New Delhi: India's trade deficit for this fiscal year is likely to be around USD 142 billion, and the current account deficit for this period is expected to be contained at USD 39.3 billion or 1.9 percent of the GDP, a Citigroup research report says.
According to the global financial services major, continued restrictions on gold imports and strong exports growth helped in keeping the monthly trade deficit of the country stable at an average of USD 11.6 billion during the April-July period.
"With a cumulative trade deficit (April-July) at USD 45.3 billion, we maintain our view of a FY15 deficit at USD 142 billion. Consequently, we expect the FY15 current account deficit to be contained at USD 39.3 billion or 1.9 percent of GDP," the Citigroup research report said.

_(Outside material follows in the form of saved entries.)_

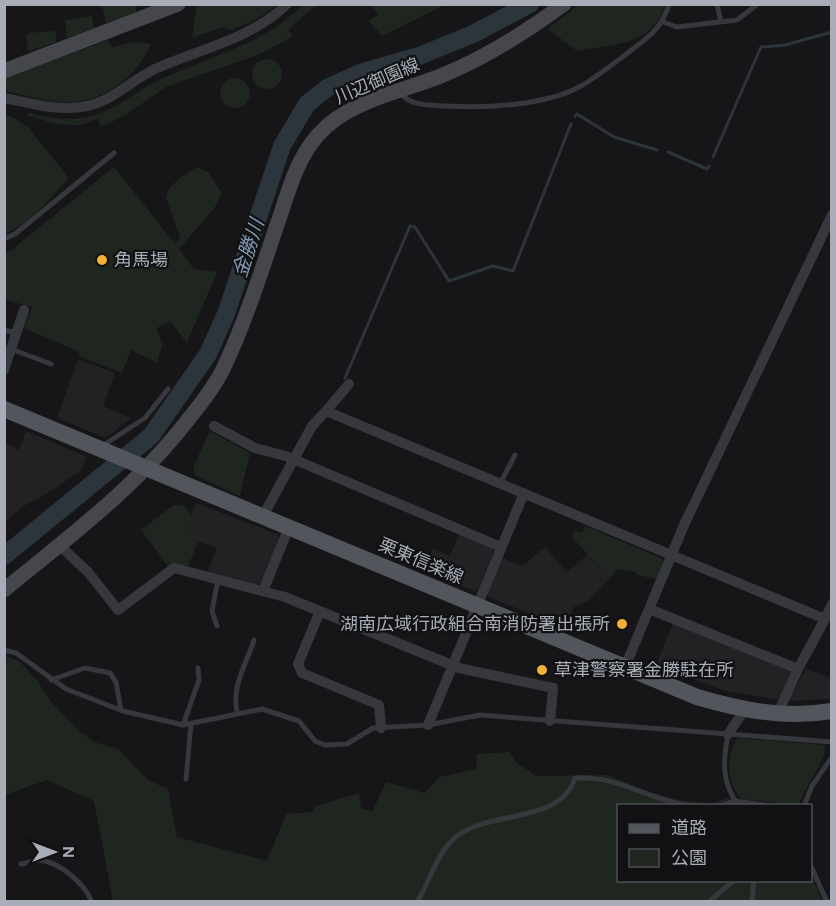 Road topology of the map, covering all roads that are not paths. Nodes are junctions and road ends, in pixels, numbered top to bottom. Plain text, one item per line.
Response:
1 (178, 4) edge
2 (287, 4) edge
3 (564, 4) edge
4 (669, 4) edge
5 (717, 4) edge
6 (758, 4) edge
7 (663, 22) junction
8 (721, 22) junction
9 (4, 71) edge
10 (399, 91) junction
11 (4, 98) edge
12 (114, 153) dead end
13 (831, 215) edge
14 (4, 239) edge
15 (24, 310) dead end
16 (4, 330) edge
17 (16, 333) junction
18 (11, 349) junction
19 (51, 364) dead end
20 (4, 370) edge
21 (349, 384) dead end
22 (168, 389) dead end
23 (4, 409) edge
24 (326, 411) junction
25 (214, 426) dead end
26 (104, 450) junction
27 (515, 455) dead end
28 (293, 461) junction
29 (142, 466) junction
30 (500, 484) junction
31 (524, 493) junction
32 (263, 516) junction
33 (289, 527) junction
34 (60, 546) junction
35 (501, 547) junction
36 (671, 555) junction
37 (218, 580) junction
38 (4, 590) edge
39 (262, 591) junction
40 (831, 604) edge
41 (476, 605) junction
42 (649, 609) junction
43 (320, 611) junction
44 (825, 619) junction
45 (218, 626) dead end
46 (254, 640) dead end
47 (4, 650) edge
48 (451, 665) junction
49 (625, 667) junction
50 (198, 668) dead end
51 (798, 669) junction
52 (51, 680) junction
53 (121, 710) junction
54 (744, 711) junction
55 (831, 711) edge
56 (237, 712) junction
57 (778, 713) junction
58 (550, 721) junction
59 (190, 724) junction
60 (183, 725) junction
61 (428, 725) junction
62 (381, 728) junction
63 (728, 734) junction
64 (831, 742) edge
65 (831, 757) edge
66 (186, 779) dead end
67 (737, 803) edge
68 (682, 804) edge
69 (805, 804) edge
70 (21, 864) dead end
71 (812, 868) edge
72 (732, 882) edge
73 (754, 882) edge
74 (92, 902) edge
75 (417, 902) edge
76 (709, 902) edge
77 (752, 902) edge
78 (827, 902) edge

1 - 9 main road
2 - 11 street
3 - 10 main road, 川辺御園線
4 - 7 lane
5 - 8 lane
6 - 8 lane
7 - 8 lane
7 - 10 lane
10 - 29 main road, 川辺御園線
12 - 14 lane
13 - 36 street
15 - 17 street
16 - 17 lane
17 - 18 street
18 - 19 lane
18 - 20 street
21 - 24 street
22 - 26 lane
23 - 26 main road, 栗東信楽線
24 - 28 street
24 - 30 street
25 - 28 street
26 - 29 main road, 栗東信楽線
27 - 30 lane
28 - 32 street
28 - 35 street
29 - 32 main road, 栗東信楽線
29 - 34 main road, 川辺御園線
30 - 31 street
31 - 35 street
31 - 36 street
32 - 33 main road, 栗東信楽線
33 - 39 street
33 - 41 main road, 栗東信楽線
34 - 37 street
34 - 38 main road, 川辺御園線
35 - 41 street
36 - 42 street
36 - 44 street
37 - 39 street
37 - 45 lane
39 - 43 street
40 - 44 street
41 - 48 street
41 - 49 main road, 栗東信楽線
42 - 49 street
42 - 51 street
43 - 48 street
43 - 62 street
44 - 51 street
46 - 56 lane
47 - 52 lane
48 - 58 street
48 - 61 street
49 - 54 main road, 栗東信楽線
50 - 60 lane
51 - 57 street
52 - 53 lane
52 - 53 lane
53 - 60 lane
54 - 57 main road, 栗東信楽線
54 - 63 street
55 - 57 main road, 栗東信楽線
56 - 59 lane
56 - 62 lane
58 - 61 lane
58 - 63 lane
59 - 60 lane
59 - 66 lane
61 - 62 lane
63 - 64 lane
63 - 67 lane
65 - 69 lane
68 - 75 lane
70 - 74 lane
71 - 78 lane
72 - 76 lane
73 - 77 lane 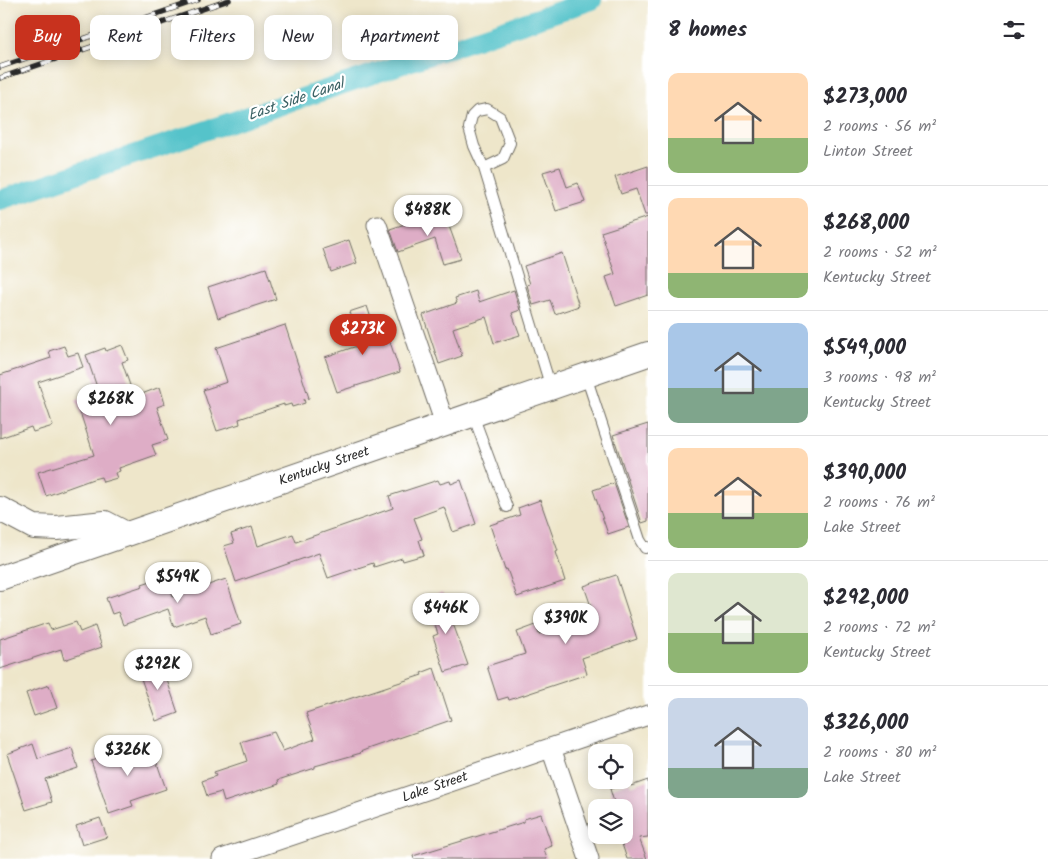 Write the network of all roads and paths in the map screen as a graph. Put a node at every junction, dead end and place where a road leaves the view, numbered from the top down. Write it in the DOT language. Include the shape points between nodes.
graph roads {
  1 [pos="484,168"];
  2 [pos="377,224"];
  3 [pos="648,354"];
  4 [pos="586,376"];
  5 [pos="551,388"];
  6 [pos="473,415"];
  7 [pos="445,424"];
  8 [pos="507,507"];
  9 [pos="0,509"];
  10 [pos="126,534"];
  11 [pos="648,547"];
  12 [pos="0,578"];
  13 [pos="648,715"];
  14 [pos="552,748"];
  15 [pos="222,859"];
  16 [pos="589,859"];
  1 -- 1 [label="lane" via="469,128 472,116 487,109 500,117 510,143 503,159"];
  1 -- 5 [label="lane"];
  2 -- 7 [label="street"];
  3 -- 4 [label="street, Kentucky Street"];
  4 -- 5 [label="street, Kentucky Street"];
  4 -- 11 [label="lane" via="640,540 645,548"];
  5 -- 6 [label="street, Kentucky Street"];
  6 -- 7 [label="street, Kentucky Street"];
  6 -- 8 [label="lane"];
  7 -- 10 [label="street, Kentucky Street"];
  9 -- 10 [label="street" via="34,527 105,523"];
  10 -- 12 [label="street, Kentucky Street"];
  13 -- 14 [label="street, Lake Street"];
  14 -- 15 [label="street, Lake Street"];
  14 -- 16 [label="street"];
}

The current account deficit (CAD) is the difference between outflow and inflow of foreign exchange.
According to the Ministry of Commerce and Industry's data, India's trade deficit marginally narrowed down to USD 12.22 billion during July.
Trade deficit during the period (April-July) of this fiscal year stood at USD 45.31 billion.
"Given recent monthly trends, we maintain our view of the FY15 trade deficit at USD 142 billion vs USD 138.7 billion in FY14," the report said. The FY15 trade deficit forecast factors in higher gold imports and 11 percent increase in non-oil/non-gold imports.
"As a result of a wider trade deficit, we expect CAD to increase marginally to USD 39 billion or around 2 percent of GDP from USD 32.4 billion or 1.7 percent of GDP," Citigroup said.
The country's trade deficit in the last fiscal (FY2014) declined to USD 138.6 billion from USD 190.3 billion in FY13.
With regards to rupee the report said that the INR is "likely to trade in the Rs 59-62 band with a positive bias".